Das hat sich jetzt geändert. Weil durch die enge Bebauung um das alte Krematorium herum ein Anbau nicht möglich war und der Gebäudekomplex denkmalgeschützt ist, bedurfte es modernster Technik und professioneller Logistik. Nach drei Monaten Probezeit hat sich das System bewährt, und der Weddinger Baustadtrat Bernd Schimmler (SPD) konnte gestern verkünden, daß sein Bezirk nunmehr „das modernste unterirdische Sarglager Europas“ unterhält.

Das gesamte Krematorium wird von einer computergesteuerten Roboteranlage betrieben. „Moderne technologische Kultur spiegelt sich eben auch in der Sterbekultur wider“, erläuterte gestern beim Presserundgang der Architekt Karl-Heinz Fricker sein Konzept. Menschen müssen nur noch die Särge in das Krematorium einliefern und die persönlichen Angaben in das Rechnersystem eingeben, dann läuft es automatisch. In der Aufnahmehalle nimmt ein Greifarm den Sarg auf und plaziert ihn auf ein Tableau, das über ein Rollenband durch mehrere Räume hindurch in eine der beiden Lagerhallen befördert wird: entweder zu den „Einzelstellplätzen“ oder den „Kompaktstellplätzen“.

Dort können heute mehr als 800 Särge aufbewahrt werden.

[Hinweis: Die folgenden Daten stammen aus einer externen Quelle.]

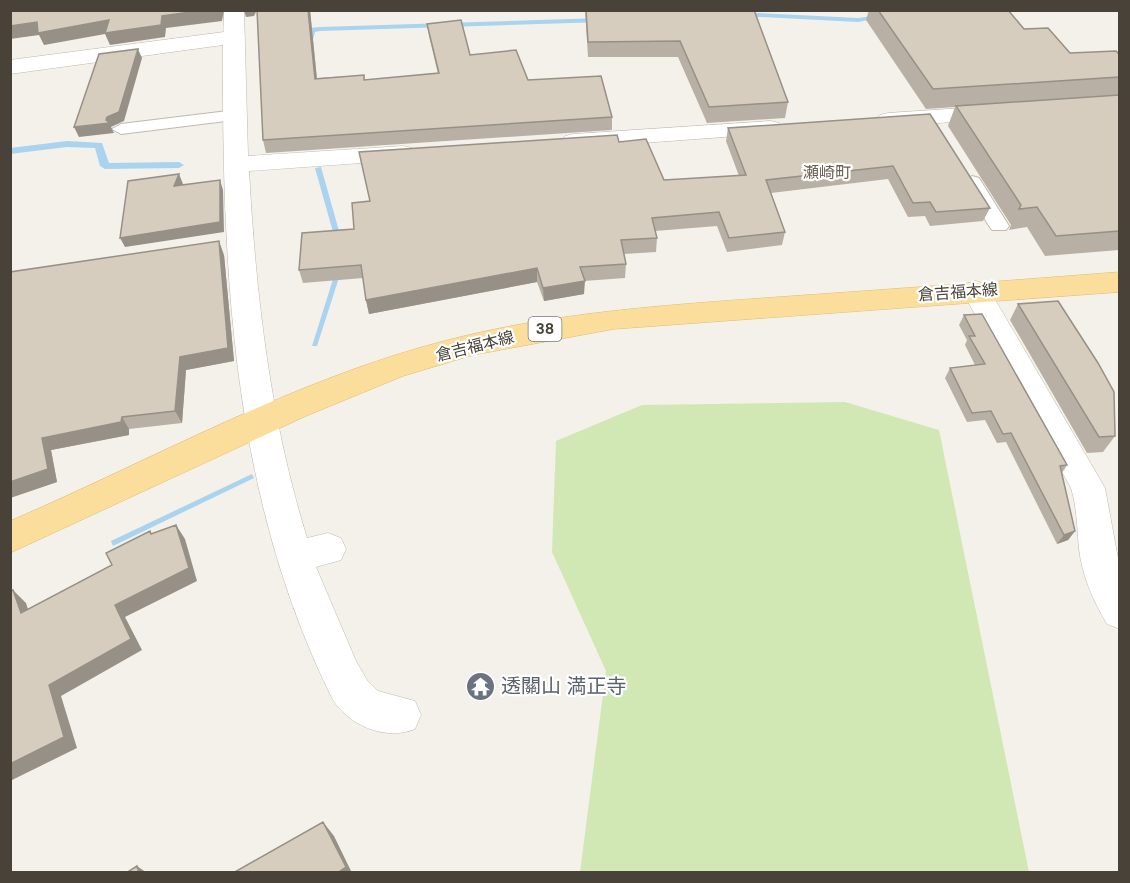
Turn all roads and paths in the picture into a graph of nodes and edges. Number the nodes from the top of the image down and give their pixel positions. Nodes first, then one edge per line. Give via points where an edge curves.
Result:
1 (234, 10) edge
2 (234, 37) junction
3 (10, 67) edge
4 (1013, 112) edge
5 (236, 115) junction
6 (871, 121) edge
7 (799, 126) edge
8 (120, 129) dead end
9 (548, 143) edge
10 (428, 151) edge
11 (237, 164) junction
12 (962, 167) edge
13 (999, 226) dead end
14 (1119, 282) edge
15 (976, 291) junction
16 (260, 420) junction
17 (10, 538) edge
18 (1119, 612) edge
19 (401, 715) dead end

1 - 2 street
2 - 3 street
2 - 5 street
4 - 6 street via 937,127
5 - 8 lane
5 - 11 street
7 - 9 street
10 - 11 street
11 - 16 street via 226,243
12 - 13 lane
14 - 15 main road, 倉吉福本線 / 38
15 - 16 main road, 倉吉福本線 / 38 via 614,319 542,330 394,367
15 - 18 street via 1086,481 1095,513 1097,552
16 - 17 main road, 倉吉福本線 / 38
16 - 19 street via 311,553 309,602 353,694 366,707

Vor dem Umbau waren es lediglich 200. Mit Satellitentechnik bestückte „Regalbedienungsgeräte“ sortieren die Toten in die stählernen Regale. Kommt der Gerichtsmediziner zur obligatorischen Leichenschau, bringen ihm die Automatik-Laufbänder die Leichname. Per Knopfdruck gibt er die Verstorbenen für die Einäscherung frei. Der Computer weiß dann, was er zu tun hat. Verwechslungen sind nicht möglich, dafür sorgt ein dreifaches Sicherungssystem.

Für die Angehörigen aber wird die angenehme Form gewahrt. Der Zutritt zu den unterirdischen Anlagen ist ihnen verwehrt. Sobald Unbefugte den Tunnel-Komplex betreten, schalten sich alle Anlagen ab. Wollen Besucher von einem Verstorbenen Abschied nehmen, werden die Särge von einem führerlosen Transportfahrzeug herangefahren. Die Sicht auf das Sargmobil verdecken Jalousien. Die Angehörigen können durch eine Glasscheibe einen Blick auf den Leichnam werfen.

Das ist die große Errungenschaft des modernsten Krematoriums des Kontinents: Es kommt mit nur 25 Beschäftigten aus, und das bei bis zu 72 Toten pro Tag. Auch bei der Beförderung der Särge zu den Trauerfeiern oder Verbrennungsöfen wird auf teures Personal verzichtet. Immerhin muß sich so kein Angestellter den kalten Temperaturen in den Aufbewahrungsräumen aussetzen, die bei 5 Grad über Null liegen.

Pietätlos sei das nicht, betonte gestern Baustadtrat Schimmler. Im Gegenteil. Bei manchem Bestatter würde die Zwischenlagerung ganz anders gehandhabt werden. Bisher seien die beiden Berliner Krematorien in Wedding und in Ruhleben heillos überlastet gewesen. Deshalb begrüßt Schimmler den Einzug der Technik, die endlose Wartezeiten verkürze und sicherstelle, daß die Särge rechtzeitig zur Trauerfeier bereit sind.

Der Baustadtrat hob hervor, daß die Angehörigen sich bisher nicht von der Roboteranlage abschrecken ließen, obwohl nach einem Bericht in der Bild-Zeitung vor einigen Wochen bei ihm die Telefone nicht mehr stillgestanden hätten. „Aber das sind nur Journalisten gewesen, offensichtlich auf der Suche nach einer reißerischen Geschichte.“ Vor allem natürlich vom privaten Fernsehen, ergänzt der Sozialdemokrat.